Don’t murder the Cereal Killers – we need people just like them

So let’s imagine that you have the privilege of being their editor. You are the boss of Pliny the Younger and Tacitus, the two thrusting hounds of the newsroom. And then let’s imagine it’s a slow news day, and the pair of them are prowling around – looking hungrily through the plate glass of your corner office, wondering whether you will send them on a story. Then something comes in. It’s about some new café in Shoreditch, in East London, called Cereal Killer – a place where they seem to be selling any kind of cereal you want, 120 varieties and 13 types of milk. Hmm, you say to yourself, as both Tacitus and Pliny leer through the glass, trying to catch your eye. Which shall you send on this one?




Now, Pliny the Younger (you think to yourself): he is definitely a glass-half-full kind of guy. He is gossipy, lively, and he has done some terrific eyewitness stuff, most notably his sensational scoop about the eruption of Vesuvius and the destruction of Pompeii. He can definitely do the human interest piece, and he can do it with compassion and humour – and above all he will do it pretty straight. This is a man who has already composed an almost emetically enthusiastic panegyric in honour of the Emperor Trajan. When the sun comes up in the morning, Pliny the Younger basically believes that Jove is in his heaven and all is right with the Roman world. Yup – whatever is going on with this Shoreditch café, Pliny can be counted on to be fairly positive.


Then you see his rival scowling at you sardonically, daring you to give him the job. Tacitus is a completely different kettle of fish. Cornelius Tacitus prides himself on being able to see through everything. He thinks that almost everyone in government is weak, hopeless and vacillating – or else they are debauched, murderous and corrupt. Sometimes they are all of these things at once. He makes fun of the poor deluded British subjects for deciding to imitate Roman dinner parties – without realising that it is really part of their slavery. Where Pliny the Younger takes an upbeat view of the empire, Tacitus puts some famously withering words into the mouth of the rebel Calgacus – they make a desert, and call it peace! Tacitus is cynical, mordant. He is definitely a glass-half-empty sort of reporter.


You look at the story again, and you see it is going to be all in the telling. Pliny would probably make it into a light but heart-warming tailpiece for the news. Tacitus would almost certainly go for the jugular, and find some way of attacking not just the café but the entire dietary habits of the people of Tower Hamlets, perhaps for failing to eat enough vegetables. (“They make a dessert and call it peas!”)


Who gets the story?
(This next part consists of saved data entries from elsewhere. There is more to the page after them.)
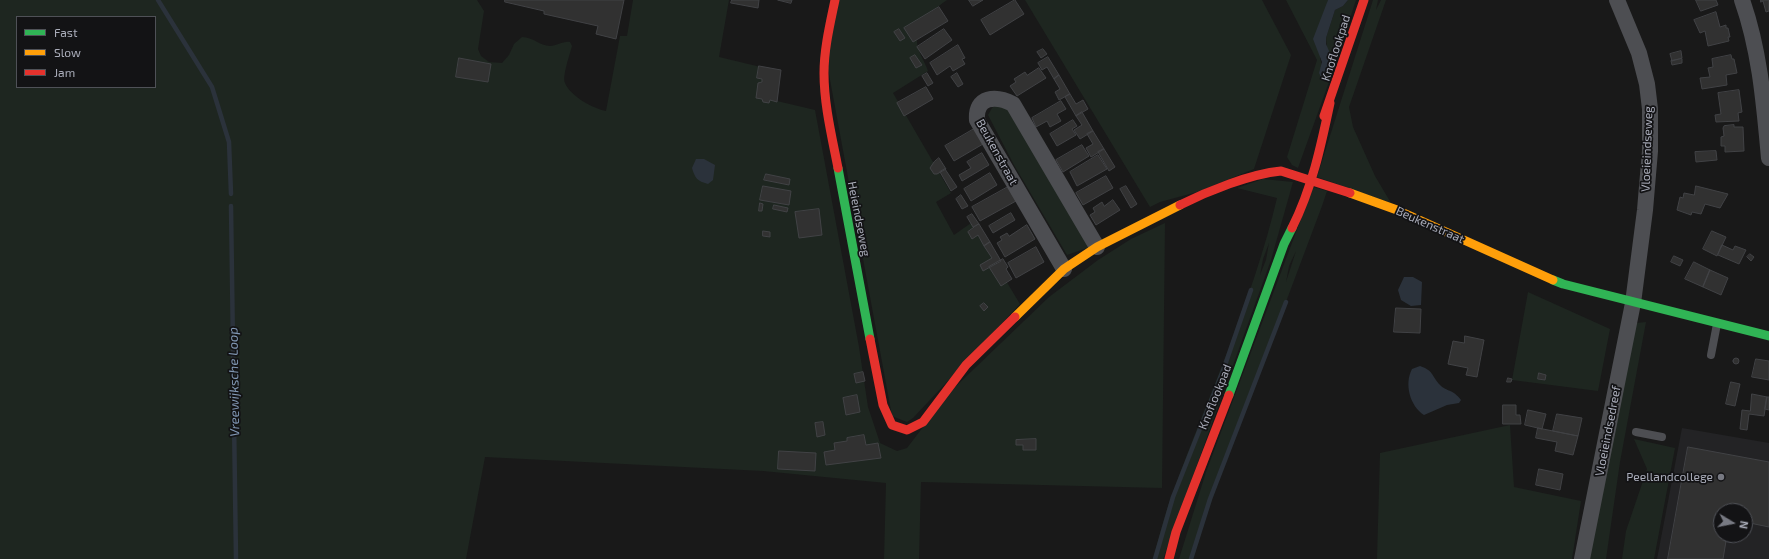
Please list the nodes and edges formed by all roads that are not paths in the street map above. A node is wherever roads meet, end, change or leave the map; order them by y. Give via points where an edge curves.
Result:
1 (835, 0) edge
2 (1364, 0) edge
3 (1617, 0) edge
4 (1742, 0) edge
5 (1330, 103) junction
6 (1310, 149) dead end
7 (1769, 158) edge
8 (1311, 181) junction
9 (1291, 205) dead end
10 (1284, 244) junction
11 (1097, 247) junction
12 (1064, 269) junction
13 (1634, 303) junction
14 (1717, 323) junction
15 (1769, 336) edge
16 (1711, 355) dead end
17 (906, 430) joint
18 (1636, 432) dead end
19 (1662, 436) dead end
20 (1170, 559) edge
21 (1582, 559) edge

1 - 17 street, Heieindseweg via 824,73 830,130 882,405 892,425
2 - 5 street, Knoflookpad
3 - 13 street, Vloeieindseweg via 1639,53 1650,109 1647,188
4 - 7 street via 1751,26 1761,76
5 - 6 street, Knoflookpad
5 - 8 street, Knoflookpad
8 - 10 street, Knoflookpad via 1304,204
8 - 11 street, Beukenstraat via 1281,171 1270,172 1219,188 1182,204
8 - 13 street, Beukenstraat via 1373,200 1563,284
9 - 10 street, Knoflookpad
10 - 20 street, Knoflookpad via 1176,532
11 - 12 street, Beukenstraat
11 - 12 street, Beukenstraat via 1013,104 994,98 980,104 976,112 977,120
12 - 17 street, Beukenstraat via 966,365 923,422
13 - 14 street, Beukenstraat
13 - 21 street, Vloeieindsedreef
14 - 15 street, Beukenstraat
14 - 16 lane
18 - 19 lane

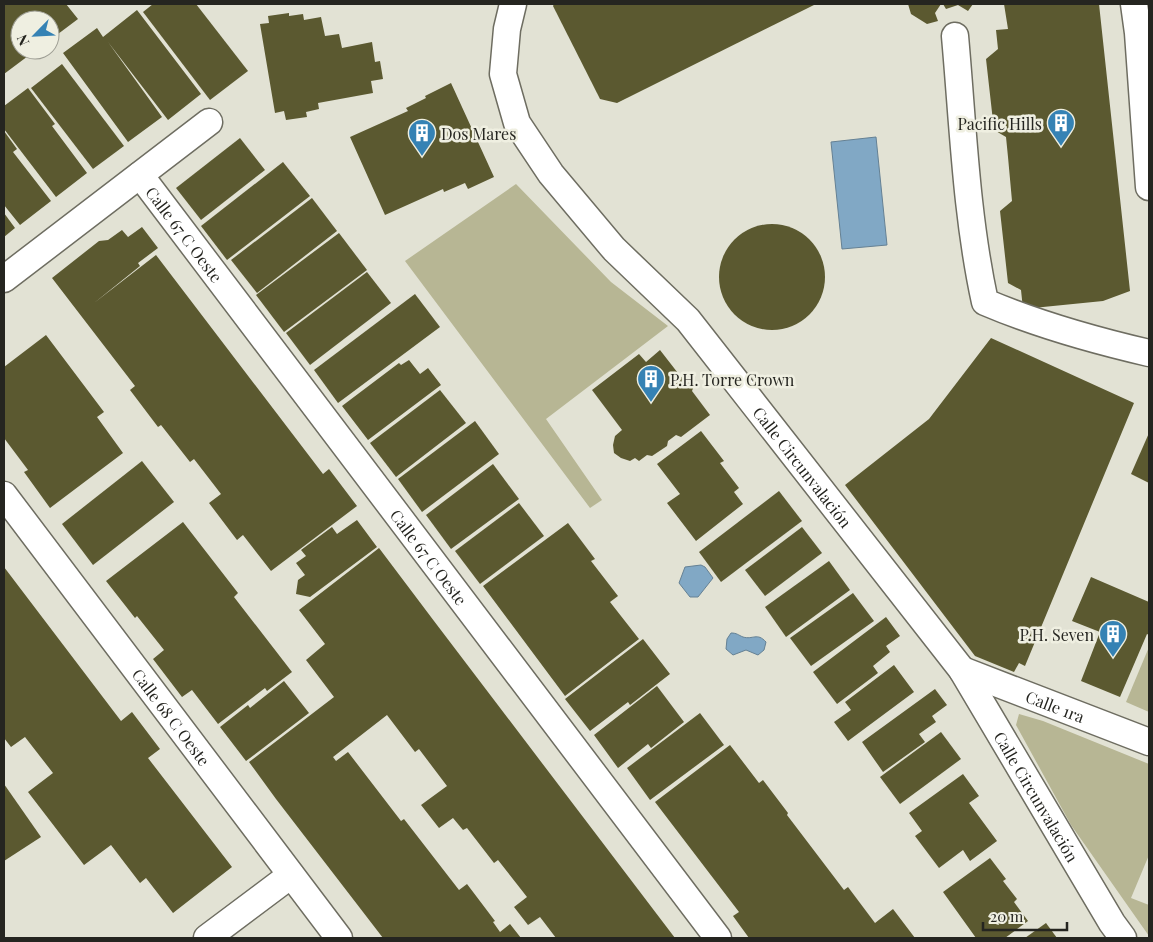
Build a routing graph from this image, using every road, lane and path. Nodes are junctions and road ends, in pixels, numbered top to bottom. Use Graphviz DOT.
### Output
graph roads {
  1 [pos="513,4"];
  2 [pos="1134,4"];
  3 [pos="955,36"];
  4 [pos="209,122"];
  5 [pos="140,175"];
  6 [pos="1149,187"];
  7 [pos="4,279"];
  8 [pos="1149,353"];
  9 [pos="4,495"];
  10 [pos="962,670"];
  11 [pos="1149,742"];
  12 [pos="291,875"];
  13 [pos="207,938"];
  14 [pos="339,938"];
  15 [pos="718,938"];
  16 [pos="1123,938"];
  1 -- 10 [label="street, Calle Circunvalación"];
  2 -- 6 [label="street"];
  3 -- 8 [label="street"];
  4 -- 5 [label="street"];
  5 -- 7 [label="street"];
  5 -- 15 [label="street, Calle 67 C Oeste"];
  9 -- 12 [label="street, Calle 68 C Oeste"];
  10 -- 11 [label="street, Calle 1ra"];
  10 -- 16 [label="street, Calle Circunvalación"];
  12 -- 13 [label="street"];
  12 -- 14 [label="street, Calle 68 C Oeste"];
}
The equable Pliny or the vicious Tacitus? I think the answer depends on whether you are in Britain or America. A distinguished Roman historian told me the other day that she had taught both Pliny and Tacitus in universities on both sides of the Atlantic. She was fascinated to discover that the students had exactly the opposite preferences. The British students loved Tacitus, and thought Pliny was on the whole less exciting. The American students were very keen on Pliny, and rather appalled by Tacitus.



At the risk of vast generalisation, that tells us something about continuing differences in attitude and temperament between the two countries. The Americans like stuff that is broadly positive; the British love to be cynical. Of course, there is scope for both. It would be a sad day if we British stopped being cynical, but you sometimes wonder whether we overdo it.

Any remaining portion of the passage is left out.